**Problem:** Return each line in the records below that includes "paths".

*** Opening Dataset content ***

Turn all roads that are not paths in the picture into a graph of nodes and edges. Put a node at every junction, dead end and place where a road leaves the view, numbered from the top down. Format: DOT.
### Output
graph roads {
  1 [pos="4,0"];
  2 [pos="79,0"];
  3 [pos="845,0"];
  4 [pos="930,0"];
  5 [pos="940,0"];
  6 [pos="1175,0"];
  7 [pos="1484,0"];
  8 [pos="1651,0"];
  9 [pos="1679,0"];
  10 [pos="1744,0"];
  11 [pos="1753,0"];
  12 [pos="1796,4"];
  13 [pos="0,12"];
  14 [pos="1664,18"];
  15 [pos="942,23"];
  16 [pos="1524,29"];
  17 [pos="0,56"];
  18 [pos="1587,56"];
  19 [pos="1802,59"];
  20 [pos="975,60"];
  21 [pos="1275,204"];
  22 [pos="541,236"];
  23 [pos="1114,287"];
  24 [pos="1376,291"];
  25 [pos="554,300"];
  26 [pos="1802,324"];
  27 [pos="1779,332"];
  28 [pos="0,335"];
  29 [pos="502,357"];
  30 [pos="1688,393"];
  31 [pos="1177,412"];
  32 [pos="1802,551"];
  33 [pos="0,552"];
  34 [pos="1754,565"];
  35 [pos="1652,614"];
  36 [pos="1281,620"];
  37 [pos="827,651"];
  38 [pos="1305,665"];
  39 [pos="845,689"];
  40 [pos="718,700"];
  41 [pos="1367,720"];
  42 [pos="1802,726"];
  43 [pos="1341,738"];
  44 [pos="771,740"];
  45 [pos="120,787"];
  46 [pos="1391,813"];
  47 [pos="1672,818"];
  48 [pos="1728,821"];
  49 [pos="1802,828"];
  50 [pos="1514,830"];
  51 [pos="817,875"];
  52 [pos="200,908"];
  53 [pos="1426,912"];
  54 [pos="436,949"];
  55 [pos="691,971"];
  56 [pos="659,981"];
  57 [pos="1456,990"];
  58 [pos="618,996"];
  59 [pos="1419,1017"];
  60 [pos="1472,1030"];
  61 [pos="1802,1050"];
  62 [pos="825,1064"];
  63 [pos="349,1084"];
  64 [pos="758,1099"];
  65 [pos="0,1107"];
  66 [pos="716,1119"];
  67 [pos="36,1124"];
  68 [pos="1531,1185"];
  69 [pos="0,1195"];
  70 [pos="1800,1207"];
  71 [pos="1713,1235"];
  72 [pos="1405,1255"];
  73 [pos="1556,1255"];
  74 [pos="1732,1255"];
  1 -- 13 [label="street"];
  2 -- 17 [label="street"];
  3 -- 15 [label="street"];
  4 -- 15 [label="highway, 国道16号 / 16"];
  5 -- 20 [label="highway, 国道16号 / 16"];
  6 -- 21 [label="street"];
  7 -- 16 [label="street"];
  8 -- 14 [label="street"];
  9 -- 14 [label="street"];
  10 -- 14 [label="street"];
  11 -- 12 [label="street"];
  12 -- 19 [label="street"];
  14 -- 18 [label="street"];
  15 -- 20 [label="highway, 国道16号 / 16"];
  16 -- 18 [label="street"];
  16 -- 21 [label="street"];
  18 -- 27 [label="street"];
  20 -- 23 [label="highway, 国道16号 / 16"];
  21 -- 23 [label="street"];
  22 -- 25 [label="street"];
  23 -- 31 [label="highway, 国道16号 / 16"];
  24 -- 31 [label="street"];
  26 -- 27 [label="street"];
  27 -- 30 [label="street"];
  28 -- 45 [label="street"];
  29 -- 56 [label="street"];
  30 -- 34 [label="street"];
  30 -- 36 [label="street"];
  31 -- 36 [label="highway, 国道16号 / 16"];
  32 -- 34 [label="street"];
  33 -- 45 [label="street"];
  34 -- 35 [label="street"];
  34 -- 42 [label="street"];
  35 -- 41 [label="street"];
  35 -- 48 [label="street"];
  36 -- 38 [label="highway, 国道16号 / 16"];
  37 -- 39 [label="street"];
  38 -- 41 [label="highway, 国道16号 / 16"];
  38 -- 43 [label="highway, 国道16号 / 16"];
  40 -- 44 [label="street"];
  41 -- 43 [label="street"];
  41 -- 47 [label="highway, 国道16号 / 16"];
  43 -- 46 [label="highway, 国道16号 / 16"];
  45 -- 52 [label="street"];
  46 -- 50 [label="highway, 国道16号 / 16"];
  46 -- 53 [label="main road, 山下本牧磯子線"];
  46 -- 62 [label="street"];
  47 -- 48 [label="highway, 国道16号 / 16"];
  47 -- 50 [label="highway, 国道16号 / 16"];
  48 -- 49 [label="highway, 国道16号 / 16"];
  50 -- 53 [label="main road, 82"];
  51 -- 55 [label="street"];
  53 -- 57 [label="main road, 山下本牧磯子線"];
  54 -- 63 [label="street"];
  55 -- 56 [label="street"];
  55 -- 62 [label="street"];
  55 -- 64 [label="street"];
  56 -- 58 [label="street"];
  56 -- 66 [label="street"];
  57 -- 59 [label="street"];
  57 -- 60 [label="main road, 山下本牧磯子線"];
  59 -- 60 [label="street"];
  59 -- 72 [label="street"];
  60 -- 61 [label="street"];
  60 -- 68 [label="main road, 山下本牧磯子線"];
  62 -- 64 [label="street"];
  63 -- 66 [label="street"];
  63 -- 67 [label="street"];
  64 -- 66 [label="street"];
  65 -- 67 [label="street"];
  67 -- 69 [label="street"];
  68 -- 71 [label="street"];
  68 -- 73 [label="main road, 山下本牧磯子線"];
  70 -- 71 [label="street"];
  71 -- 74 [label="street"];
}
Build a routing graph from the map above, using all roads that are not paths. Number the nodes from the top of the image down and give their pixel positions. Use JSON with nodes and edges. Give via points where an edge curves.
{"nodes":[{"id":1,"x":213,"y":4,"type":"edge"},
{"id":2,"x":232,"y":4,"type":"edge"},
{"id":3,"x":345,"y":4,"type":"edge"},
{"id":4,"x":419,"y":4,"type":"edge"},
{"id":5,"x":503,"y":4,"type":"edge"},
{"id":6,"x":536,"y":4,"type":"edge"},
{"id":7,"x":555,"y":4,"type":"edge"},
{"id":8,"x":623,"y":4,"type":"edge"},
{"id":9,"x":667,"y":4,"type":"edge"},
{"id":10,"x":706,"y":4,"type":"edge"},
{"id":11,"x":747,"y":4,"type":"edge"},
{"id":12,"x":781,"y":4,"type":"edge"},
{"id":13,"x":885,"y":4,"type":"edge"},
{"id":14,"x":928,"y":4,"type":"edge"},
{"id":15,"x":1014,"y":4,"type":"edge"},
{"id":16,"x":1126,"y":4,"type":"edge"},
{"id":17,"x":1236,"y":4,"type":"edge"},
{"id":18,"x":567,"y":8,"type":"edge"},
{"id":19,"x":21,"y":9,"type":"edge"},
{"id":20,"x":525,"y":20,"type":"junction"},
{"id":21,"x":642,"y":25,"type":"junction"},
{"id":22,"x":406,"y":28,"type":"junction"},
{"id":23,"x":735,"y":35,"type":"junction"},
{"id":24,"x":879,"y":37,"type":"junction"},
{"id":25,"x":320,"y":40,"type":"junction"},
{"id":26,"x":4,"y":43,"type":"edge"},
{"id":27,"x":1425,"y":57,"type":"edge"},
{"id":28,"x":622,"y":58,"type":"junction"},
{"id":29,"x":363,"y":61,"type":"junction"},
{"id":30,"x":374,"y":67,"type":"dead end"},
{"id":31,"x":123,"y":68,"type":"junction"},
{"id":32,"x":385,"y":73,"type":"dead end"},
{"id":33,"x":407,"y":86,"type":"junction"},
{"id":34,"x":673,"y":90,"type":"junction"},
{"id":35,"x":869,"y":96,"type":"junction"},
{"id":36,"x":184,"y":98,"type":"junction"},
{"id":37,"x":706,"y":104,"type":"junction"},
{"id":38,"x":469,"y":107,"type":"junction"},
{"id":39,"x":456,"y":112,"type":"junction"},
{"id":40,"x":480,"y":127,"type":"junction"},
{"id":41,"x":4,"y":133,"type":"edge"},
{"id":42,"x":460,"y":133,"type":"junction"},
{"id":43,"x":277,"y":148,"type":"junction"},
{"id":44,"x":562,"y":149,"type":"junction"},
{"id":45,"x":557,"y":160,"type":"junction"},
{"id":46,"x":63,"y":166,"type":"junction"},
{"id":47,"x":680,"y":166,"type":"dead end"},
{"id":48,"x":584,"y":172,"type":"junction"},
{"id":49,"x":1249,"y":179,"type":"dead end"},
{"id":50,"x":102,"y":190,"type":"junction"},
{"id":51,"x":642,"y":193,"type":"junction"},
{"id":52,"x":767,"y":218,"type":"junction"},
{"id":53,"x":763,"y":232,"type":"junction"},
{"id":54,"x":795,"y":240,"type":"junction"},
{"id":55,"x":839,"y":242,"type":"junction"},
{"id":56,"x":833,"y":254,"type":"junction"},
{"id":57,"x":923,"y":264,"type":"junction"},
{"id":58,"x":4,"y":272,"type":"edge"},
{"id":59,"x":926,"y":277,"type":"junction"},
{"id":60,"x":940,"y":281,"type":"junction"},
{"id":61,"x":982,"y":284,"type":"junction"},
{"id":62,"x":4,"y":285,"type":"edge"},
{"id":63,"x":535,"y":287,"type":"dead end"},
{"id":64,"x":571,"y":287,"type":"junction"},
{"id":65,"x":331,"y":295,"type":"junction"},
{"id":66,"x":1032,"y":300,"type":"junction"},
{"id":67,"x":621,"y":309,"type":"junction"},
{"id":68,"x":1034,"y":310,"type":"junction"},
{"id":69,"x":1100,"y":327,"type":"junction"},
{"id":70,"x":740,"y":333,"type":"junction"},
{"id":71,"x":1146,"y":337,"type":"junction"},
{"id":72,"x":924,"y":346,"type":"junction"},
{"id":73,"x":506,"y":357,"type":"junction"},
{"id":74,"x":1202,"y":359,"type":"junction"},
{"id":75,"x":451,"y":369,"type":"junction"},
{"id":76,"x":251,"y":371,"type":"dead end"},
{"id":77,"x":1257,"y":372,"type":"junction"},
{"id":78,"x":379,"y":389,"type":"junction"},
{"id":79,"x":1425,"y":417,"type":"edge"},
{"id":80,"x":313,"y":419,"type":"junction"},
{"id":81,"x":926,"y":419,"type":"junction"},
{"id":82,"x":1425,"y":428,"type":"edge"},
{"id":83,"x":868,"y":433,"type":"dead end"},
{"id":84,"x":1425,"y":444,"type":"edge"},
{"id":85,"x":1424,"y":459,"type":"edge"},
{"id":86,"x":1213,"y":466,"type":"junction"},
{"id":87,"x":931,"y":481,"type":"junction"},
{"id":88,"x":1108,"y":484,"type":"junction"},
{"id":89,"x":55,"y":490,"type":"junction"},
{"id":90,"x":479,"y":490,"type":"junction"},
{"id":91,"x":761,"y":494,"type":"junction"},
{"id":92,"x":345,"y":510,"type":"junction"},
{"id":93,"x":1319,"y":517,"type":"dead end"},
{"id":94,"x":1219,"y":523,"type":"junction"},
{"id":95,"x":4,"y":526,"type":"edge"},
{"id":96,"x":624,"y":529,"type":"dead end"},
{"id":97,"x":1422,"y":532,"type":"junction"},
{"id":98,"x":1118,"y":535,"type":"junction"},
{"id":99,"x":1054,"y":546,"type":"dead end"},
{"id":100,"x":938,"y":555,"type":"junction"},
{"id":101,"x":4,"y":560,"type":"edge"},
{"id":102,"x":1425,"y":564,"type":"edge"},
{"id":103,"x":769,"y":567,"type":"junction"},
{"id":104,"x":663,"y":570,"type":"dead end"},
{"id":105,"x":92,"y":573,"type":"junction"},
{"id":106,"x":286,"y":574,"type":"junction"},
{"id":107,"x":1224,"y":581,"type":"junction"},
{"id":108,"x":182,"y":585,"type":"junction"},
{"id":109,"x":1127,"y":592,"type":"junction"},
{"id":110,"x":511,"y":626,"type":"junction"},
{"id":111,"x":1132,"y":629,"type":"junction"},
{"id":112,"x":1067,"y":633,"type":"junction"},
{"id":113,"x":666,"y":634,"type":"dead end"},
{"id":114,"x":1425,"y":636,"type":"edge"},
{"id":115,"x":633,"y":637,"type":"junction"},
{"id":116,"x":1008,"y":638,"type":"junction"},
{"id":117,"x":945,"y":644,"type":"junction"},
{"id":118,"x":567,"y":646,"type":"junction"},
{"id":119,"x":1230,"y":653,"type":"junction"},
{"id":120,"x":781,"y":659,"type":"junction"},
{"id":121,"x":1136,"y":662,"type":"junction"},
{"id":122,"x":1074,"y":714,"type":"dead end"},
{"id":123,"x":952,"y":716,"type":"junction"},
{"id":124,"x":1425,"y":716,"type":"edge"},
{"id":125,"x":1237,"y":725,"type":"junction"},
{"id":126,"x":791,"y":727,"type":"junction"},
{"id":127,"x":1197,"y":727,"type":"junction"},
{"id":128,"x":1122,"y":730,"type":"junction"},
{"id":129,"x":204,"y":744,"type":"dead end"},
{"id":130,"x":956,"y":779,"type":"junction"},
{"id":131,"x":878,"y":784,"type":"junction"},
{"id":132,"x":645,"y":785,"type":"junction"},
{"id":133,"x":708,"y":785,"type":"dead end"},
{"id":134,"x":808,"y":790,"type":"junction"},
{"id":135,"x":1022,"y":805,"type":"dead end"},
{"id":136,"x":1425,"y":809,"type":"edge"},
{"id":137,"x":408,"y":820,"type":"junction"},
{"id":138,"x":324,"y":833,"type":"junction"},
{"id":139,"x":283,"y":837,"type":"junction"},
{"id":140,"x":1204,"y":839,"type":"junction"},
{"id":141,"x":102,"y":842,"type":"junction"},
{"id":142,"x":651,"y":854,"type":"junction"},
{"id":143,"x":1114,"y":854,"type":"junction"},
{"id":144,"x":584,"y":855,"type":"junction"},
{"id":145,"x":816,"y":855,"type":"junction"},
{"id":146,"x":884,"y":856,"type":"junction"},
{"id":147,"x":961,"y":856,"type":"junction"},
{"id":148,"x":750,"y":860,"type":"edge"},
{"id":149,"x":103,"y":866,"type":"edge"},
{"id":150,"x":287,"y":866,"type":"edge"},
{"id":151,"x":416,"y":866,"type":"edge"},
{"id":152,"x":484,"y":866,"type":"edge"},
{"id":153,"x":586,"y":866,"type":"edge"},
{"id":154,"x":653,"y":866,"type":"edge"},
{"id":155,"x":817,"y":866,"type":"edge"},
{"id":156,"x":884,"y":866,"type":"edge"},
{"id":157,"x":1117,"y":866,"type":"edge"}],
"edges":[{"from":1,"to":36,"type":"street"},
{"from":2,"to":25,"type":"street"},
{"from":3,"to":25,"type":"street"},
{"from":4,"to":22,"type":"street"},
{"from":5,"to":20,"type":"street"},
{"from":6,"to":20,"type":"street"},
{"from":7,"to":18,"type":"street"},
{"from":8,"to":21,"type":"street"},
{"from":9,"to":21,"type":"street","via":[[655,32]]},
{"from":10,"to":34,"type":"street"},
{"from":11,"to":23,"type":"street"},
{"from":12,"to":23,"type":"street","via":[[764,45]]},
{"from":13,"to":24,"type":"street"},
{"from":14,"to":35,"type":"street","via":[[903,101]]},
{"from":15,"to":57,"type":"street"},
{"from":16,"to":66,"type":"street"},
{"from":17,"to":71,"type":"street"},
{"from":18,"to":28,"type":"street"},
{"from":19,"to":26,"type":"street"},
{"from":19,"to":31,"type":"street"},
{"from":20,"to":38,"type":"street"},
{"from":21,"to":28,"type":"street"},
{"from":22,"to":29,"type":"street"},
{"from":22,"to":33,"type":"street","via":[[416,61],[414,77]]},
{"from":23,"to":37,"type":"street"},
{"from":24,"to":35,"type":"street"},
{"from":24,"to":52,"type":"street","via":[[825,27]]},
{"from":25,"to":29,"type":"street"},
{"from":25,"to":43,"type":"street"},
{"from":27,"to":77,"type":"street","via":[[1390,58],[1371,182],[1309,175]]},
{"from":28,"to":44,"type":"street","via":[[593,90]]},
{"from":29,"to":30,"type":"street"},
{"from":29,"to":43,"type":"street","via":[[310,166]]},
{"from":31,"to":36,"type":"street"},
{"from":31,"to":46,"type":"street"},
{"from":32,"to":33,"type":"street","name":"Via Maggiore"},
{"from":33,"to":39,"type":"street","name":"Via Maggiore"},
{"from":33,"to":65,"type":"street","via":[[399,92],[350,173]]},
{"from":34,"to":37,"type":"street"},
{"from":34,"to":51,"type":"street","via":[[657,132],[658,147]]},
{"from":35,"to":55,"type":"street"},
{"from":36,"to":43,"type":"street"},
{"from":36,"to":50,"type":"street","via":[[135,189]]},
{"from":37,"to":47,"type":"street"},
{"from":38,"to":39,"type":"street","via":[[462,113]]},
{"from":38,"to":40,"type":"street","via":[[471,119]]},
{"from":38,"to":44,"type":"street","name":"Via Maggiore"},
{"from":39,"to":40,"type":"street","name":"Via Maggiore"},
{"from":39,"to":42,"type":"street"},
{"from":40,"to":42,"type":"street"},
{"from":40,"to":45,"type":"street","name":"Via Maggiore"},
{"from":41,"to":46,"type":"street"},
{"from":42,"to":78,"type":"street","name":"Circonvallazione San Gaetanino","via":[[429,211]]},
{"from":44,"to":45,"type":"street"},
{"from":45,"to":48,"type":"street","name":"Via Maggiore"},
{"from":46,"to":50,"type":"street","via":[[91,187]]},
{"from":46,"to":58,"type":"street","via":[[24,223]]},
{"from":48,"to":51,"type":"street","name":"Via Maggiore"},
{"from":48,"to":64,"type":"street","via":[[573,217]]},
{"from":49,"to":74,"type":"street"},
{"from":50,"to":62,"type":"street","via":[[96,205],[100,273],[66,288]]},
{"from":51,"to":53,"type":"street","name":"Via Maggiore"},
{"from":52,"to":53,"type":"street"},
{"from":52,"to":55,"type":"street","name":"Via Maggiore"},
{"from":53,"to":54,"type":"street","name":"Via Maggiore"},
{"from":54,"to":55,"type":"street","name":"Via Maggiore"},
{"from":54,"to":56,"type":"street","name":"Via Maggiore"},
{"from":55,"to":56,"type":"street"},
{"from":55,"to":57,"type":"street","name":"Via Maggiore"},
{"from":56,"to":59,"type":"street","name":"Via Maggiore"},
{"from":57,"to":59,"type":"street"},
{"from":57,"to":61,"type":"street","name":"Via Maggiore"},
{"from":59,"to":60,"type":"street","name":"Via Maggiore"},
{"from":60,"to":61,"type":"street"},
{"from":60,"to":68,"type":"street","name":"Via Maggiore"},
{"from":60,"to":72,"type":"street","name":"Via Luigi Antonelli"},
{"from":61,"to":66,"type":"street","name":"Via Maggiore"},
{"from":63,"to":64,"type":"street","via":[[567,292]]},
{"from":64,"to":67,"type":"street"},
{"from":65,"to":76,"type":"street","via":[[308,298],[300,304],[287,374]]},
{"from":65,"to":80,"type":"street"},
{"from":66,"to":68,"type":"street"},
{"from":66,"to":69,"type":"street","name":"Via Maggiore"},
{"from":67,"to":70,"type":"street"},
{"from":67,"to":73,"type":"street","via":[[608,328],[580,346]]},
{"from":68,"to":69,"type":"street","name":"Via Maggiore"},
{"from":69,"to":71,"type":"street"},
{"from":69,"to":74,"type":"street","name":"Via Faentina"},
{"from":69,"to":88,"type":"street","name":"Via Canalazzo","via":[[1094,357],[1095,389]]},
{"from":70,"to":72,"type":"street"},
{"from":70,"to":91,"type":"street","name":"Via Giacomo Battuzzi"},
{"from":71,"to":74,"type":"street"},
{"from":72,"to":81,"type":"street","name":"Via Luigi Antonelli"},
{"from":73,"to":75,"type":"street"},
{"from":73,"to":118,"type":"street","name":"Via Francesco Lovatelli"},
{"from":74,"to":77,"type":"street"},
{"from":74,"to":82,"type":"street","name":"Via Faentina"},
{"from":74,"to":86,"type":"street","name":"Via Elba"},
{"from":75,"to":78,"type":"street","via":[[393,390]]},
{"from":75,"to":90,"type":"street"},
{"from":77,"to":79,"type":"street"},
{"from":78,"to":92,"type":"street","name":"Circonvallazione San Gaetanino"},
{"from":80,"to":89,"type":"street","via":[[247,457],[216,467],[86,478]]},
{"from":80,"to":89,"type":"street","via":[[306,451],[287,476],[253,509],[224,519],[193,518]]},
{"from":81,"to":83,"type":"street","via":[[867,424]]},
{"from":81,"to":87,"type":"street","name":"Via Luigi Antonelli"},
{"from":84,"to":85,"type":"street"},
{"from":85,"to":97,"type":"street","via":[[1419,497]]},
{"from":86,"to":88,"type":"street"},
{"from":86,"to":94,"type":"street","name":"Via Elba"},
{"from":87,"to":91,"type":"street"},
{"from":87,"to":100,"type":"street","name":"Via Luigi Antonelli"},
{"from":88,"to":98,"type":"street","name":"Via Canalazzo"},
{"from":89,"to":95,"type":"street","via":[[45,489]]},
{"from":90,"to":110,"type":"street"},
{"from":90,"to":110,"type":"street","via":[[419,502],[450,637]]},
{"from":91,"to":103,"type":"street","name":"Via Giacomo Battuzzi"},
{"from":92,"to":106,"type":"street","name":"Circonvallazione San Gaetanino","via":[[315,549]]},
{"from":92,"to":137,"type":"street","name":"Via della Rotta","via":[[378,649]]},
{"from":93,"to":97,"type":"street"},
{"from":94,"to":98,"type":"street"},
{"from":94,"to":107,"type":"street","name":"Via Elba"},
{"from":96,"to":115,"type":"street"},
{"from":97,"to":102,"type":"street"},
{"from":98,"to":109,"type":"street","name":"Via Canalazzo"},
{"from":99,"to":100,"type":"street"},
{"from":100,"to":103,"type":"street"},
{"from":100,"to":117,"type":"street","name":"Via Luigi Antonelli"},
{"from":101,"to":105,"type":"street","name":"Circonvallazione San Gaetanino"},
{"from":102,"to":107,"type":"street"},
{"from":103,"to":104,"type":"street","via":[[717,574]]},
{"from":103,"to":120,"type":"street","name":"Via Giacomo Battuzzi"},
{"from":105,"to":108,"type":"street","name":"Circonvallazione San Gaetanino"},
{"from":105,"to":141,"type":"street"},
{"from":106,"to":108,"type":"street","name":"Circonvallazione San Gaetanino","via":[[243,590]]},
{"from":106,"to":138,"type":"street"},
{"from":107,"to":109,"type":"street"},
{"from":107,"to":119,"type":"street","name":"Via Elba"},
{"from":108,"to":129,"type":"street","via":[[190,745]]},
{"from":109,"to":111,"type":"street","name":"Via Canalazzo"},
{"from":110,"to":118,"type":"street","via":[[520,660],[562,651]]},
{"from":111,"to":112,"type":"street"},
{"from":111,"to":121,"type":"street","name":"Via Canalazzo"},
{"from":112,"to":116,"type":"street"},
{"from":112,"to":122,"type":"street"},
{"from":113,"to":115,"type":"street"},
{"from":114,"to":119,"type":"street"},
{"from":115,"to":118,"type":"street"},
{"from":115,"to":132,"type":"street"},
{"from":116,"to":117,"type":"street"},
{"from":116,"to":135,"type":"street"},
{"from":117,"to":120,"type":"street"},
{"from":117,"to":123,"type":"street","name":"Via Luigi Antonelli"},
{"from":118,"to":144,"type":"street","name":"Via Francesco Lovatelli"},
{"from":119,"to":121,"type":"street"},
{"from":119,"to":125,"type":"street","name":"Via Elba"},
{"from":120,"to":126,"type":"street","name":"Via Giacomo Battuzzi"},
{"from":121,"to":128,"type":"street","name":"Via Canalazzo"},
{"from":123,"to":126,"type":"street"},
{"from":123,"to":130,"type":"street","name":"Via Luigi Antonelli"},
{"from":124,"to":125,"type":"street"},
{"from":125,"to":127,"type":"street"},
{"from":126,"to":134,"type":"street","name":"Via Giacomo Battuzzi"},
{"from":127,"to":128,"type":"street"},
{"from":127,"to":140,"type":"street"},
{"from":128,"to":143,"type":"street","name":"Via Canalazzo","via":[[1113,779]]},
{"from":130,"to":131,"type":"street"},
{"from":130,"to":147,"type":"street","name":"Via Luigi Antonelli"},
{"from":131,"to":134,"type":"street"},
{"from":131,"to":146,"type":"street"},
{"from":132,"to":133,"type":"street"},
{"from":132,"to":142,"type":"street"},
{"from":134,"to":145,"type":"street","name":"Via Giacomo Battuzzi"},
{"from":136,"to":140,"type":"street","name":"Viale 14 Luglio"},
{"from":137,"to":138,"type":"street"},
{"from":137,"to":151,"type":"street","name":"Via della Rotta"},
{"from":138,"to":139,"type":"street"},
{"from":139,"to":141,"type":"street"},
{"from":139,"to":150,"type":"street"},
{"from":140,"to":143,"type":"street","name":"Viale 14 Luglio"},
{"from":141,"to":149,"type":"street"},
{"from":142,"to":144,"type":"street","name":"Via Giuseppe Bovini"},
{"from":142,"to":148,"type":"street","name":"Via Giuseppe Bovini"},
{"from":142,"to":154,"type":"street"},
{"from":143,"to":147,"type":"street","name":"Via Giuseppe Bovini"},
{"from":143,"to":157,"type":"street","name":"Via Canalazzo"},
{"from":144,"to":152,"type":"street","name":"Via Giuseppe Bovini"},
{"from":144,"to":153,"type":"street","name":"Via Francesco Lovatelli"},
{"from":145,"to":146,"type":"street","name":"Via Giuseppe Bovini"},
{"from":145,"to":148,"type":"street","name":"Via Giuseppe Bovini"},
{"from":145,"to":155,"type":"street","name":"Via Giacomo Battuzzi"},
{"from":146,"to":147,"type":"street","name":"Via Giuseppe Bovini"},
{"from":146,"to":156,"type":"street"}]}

*** Closing Dataset content ***

**Answer box:**
Turn all roads that are not paths in the picture into a graph of nodes and edges. Put a node at every junction, dead end and place where a road leaves the view, numbered from the top down. Format: DOT.
Build a routing graph from the map above, using all roads that are not paths. Number the nodes from the top of the image down and give their pixel positions. Use JSON with nodes and edges. Give via points where an edge curves.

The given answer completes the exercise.